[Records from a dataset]
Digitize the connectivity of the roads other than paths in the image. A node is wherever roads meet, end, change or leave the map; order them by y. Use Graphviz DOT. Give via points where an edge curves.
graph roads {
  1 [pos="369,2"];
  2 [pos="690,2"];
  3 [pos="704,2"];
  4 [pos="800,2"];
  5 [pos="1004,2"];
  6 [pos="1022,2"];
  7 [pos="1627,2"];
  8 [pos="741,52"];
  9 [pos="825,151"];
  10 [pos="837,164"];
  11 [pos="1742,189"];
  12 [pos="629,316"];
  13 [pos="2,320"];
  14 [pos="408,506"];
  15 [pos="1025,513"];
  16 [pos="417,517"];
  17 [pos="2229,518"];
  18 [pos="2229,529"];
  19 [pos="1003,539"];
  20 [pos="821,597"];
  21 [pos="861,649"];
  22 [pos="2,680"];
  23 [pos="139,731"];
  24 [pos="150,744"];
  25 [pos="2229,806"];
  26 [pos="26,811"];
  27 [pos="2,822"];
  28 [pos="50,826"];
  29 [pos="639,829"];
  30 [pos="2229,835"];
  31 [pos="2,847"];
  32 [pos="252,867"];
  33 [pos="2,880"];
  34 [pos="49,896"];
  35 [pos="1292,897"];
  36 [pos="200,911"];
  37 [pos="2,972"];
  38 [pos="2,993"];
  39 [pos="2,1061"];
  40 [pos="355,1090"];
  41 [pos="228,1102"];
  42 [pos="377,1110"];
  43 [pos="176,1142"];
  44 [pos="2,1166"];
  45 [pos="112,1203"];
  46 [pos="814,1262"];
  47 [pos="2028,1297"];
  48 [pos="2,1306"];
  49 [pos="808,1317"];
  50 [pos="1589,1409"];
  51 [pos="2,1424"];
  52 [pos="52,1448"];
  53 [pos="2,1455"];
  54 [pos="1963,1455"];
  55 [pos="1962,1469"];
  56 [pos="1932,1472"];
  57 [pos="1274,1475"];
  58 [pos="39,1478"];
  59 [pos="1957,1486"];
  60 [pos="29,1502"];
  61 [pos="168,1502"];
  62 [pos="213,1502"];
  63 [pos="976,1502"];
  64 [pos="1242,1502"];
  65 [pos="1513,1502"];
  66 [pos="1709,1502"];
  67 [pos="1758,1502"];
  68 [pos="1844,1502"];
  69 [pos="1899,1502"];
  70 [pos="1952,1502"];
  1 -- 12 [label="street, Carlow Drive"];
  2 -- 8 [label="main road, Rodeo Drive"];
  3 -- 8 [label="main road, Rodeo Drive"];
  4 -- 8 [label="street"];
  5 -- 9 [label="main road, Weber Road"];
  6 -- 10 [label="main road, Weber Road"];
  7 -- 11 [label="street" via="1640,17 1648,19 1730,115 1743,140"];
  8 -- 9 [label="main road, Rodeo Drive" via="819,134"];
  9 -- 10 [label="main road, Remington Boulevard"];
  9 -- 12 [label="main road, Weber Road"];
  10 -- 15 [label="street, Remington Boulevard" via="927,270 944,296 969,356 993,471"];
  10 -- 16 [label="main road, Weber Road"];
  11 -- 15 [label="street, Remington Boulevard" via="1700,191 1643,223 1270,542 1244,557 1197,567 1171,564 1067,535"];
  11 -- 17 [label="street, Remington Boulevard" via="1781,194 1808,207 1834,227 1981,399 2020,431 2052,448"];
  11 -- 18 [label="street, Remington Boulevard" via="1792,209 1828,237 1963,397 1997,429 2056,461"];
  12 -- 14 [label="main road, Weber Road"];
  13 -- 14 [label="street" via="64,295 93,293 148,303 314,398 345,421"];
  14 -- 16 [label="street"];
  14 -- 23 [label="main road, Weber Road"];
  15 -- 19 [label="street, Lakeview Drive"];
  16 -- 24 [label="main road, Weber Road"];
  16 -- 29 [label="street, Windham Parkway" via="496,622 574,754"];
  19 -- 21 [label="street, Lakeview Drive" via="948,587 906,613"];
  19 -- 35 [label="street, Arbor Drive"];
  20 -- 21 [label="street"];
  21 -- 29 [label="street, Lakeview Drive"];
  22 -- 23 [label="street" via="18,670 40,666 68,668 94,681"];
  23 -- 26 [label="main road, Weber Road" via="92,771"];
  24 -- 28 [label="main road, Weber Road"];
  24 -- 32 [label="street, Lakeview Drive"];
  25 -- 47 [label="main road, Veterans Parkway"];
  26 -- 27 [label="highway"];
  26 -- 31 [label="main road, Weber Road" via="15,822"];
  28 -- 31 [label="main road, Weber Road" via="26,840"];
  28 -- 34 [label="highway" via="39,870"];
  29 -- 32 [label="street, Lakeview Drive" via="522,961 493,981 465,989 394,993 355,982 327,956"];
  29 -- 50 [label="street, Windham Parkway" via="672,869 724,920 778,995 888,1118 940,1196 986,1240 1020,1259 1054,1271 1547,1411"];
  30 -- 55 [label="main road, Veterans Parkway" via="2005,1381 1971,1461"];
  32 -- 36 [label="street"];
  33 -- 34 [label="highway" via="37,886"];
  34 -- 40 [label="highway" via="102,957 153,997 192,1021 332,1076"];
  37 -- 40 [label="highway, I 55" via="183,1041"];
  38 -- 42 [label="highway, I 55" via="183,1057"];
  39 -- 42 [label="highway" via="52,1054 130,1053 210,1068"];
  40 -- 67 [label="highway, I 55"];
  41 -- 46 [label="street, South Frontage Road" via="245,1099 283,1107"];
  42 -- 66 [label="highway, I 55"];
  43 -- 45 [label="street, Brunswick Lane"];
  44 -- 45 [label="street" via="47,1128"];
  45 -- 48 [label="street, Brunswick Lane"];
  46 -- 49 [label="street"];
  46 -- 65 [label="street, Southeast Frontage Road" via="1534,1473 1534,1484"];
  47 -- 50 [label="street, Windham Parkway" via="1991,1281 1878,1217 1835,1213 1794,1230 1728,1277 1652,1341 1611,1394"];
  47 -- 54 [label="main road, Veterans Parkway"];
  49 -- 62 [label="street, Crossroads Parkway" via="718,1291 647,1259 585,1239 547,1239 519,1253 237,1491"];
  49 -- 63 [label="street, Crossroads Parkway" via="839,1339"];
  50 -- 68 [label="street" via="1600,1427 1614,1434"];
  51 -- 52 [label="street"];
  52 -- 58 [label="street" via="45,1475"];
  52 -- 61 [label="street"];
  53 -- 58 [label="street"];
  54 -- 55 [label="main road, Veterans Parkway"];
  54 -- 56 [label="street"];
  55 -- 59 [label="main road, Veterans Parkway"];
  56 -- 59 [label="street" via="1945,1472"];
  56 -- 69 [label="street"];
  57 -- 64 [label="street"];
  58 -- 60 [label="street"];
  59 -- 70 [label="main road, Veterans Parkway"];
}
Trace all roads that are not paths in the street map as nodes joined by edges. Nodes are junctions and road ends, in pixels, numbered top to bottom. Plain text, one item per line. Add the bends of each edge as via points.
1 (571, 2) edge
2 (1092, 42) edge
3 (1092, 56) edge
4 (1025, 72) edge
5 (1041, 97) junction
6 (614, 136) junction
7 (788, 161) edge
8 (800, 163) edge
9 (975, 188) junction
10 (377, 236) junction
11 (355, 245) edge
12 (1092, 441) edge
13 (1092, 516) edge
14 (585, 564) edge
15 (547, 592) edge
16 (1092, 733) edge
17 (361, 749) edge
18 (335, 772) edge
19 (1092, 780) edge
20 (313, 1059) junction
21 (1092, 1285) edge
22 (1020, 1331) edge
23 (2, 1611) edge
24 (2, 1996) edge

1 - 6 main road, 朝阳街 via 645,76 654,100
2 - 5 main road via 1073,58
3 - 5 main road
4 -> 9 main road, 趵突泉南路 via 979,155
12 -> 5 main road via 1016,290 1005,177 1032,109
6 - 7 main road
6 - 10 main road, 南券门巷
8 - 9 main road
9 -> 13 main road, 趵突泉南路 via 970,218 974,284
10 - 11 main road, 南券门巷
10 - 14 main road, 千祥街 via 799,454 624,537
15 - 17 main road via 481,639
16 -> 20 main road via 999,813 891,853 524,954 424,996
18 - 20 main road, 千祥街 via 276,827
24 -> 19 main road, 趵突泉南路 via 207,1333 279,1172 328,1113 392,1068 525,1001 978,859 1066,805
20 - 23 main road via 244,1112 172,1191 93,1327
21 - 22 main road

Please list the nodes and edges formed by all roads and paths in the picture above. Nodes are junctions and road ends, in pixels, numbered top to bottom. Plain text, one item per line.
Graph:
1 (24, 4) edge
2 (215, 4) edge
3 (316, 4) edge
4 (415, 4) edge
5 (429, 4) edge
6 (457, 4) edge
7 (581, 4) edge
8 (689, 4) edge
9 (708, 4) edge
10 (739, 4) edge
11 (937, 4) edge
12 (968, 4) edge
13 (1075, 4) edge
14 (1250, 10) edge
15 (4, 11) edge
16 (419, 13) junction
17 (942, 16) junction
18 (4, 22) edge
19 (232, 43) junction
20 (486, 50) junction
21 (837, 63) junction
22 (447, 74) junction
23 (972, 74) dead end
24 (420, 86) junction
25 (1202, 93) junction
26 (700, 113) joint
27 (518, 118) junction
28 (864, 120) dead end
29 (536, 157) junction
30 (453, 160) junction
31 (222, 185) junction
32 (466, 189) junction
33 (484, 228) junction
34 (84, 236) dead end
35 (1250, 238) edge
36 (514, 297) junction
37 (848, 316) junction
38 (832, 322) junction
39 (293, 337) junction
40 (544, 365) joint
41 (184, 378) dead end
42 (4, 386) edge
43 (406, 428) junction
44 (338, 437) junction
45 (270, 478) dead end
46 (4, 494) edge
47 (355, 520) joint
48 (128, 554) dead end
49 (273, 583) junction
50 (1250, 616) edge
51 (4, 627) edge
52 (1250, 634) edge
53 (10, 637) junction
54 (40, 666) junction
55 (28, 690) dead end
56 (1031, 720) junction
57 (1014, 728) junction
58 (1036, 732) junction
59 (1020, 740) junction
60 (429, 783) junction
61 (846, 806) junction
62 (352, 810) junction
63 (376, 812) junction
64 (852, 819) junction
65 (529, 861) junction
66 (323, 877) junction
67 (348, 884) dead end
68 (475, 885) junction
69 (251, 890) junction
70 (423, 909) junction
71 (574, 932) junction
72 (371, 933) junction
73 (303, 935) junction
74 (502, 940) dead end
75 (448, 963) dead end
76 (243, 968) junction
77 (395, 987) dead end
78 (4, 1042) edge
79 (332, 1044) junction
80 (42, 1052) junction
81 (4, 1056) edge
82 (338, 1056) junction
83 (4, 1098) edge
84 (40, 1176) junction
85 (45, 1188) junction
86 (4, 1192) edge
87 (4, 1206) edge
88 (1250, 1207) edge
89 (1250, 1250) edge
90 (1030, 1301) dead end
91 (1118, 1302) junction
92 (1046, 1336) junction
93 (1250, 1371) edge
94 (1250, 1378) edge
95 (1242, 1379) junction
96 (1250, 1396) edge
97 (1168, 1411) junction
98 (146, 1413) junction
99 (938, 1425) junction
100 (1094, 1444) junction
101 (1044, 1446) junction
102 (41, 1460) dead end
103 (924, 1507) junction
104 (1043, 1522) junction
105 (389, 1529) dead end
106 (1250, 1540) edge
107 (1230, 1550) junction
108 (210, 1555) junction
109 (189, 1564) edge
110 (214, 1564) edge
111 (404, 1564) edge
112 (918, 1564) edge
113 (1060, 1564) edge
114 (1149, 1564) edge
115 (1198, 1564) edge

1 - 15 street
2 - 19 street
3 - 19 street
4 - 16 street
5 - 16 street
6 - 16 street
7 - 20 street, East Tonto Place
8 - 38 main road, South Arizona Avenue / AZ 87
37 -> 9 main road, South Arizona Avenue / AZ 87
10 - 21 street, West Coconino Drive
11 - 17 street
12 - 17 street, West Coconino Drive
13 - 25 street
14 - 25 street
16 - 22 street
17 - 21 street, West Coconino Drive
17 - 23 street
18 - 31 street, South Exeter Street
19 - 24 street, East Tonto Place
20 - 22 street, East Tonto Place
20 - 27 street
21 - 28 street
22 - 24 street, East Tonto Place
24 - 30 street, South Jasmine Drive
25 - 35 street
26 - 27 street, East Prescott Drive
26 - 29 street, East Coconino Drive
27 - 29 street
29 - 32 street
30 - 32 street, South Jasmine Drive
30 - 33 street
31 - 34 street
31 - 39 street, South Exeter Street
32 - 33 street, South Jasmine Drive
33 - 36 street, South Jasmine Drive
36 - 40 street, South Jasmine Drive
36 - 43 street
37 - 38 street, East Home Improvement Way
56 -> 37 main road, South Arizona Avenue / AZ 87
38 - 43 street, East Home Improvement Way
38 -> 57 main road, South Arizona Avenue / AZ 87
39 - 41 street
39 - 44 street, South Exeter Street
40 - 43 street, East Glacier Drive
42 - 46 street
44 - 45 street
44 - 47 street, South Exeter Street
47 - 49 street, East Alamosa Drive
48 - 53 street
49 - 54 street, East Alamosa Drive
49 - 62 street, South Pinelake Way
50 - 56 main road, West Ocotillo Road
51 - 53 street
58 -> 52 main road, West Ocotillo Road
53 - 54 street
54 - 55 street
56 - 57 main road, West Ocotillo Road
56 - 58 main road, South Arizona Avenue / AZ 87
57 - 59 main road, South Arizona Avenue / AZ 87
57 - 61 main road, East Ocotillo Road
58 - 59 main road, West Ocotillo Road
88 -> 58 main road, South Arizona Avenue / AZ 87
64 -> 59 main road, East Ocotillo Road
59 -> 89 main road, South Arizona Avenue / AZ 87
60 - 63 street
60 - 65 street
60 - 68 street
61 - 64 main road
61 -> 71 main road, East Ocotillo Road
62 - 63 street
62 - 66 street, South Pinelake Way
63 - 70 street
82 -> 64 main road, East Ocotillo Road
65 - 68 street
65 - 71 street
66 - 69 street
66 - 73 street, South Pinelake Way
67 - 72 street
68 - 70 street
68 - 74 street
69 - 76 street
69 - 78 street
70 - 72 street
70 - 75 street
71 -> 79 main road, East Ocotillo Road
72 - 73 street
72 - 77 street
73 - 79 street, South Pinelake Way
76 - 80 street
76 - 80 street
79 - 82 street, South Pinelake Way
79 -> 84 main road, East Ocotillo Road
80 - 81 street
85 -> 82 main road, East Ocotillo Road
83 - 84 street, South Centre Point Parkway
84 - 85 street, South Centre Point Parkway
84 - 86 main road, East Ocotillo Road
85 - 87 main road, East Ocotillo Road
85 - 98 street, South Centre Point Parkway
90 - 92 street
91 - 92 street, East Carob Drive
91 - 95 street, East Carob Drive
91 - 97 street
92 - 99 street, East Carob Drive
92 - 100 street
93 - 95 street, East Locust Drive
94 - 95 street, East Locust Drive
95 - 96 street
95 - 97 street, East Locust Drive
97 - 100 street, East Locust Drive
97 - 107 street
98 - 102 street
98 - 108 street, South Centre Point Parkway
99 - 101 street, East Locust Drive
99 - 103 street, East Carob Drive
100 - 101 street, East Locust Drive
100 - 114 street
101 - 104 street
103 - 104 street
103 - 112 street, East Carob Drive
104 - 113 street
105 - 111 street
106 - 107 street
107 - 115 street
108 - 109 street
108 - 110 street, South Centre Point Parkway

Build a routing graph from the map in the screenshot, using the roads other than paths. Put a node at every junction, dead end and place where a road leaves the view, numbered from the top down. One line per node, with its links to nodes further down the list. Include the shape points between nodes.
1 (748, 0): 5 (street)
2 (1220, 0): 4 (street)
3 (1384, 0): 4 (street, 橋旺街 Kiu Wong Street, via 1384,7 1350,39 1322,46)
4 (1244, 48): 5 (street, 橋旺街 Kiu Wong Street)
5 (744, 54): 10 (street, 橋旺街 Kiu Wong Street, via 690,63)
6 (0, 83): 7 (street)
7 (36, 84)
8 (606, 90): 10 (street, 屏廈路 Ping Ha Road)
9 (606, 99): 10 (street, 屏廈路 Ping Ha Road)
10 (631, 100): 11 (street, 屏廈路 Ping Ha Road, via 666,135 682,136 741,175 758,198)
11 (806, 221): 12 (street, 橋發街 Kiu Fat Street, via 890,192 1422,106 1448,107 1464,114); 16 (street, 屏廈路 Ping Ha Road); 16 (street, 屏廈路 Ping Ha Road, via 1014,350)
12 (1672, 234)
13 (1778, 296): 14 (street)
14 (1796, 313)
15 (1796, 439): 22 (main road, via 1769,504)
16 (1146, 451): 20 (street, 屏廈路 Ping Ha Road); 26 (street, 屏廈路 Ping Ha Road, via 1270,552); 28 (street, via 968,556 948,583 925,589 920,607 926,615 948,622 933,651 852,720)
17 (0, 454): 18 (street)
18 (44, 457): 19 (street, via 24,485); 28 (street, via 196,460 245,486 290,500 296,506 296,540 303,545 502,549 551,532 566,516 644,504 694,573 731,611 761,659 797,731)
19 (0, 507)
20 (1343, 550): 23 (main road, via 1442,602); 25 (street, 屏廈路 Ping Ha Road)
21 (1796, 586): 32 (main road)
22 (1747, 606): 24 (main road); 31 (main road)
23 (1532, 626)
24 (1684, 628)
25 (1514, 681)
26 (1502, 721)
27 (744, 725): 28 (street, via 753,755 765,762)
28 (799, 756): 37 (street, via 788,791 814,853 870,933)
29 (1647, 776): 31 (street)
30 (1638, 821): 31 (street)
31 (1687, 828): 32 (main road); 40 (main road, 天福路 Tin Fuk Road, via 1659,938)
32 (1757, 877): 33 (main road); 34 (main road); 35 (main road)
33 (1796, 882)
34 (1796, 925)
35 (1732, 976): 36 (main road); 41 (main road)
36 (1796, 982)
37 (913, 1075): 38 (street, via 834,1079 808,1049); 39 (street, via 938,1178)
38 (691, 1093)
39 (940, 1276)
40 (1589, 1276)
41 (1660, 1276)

* [What you should do] Across the entries above, work out how many lines hold "ends". The answer is that number alone.

* [Answer to this problem] 2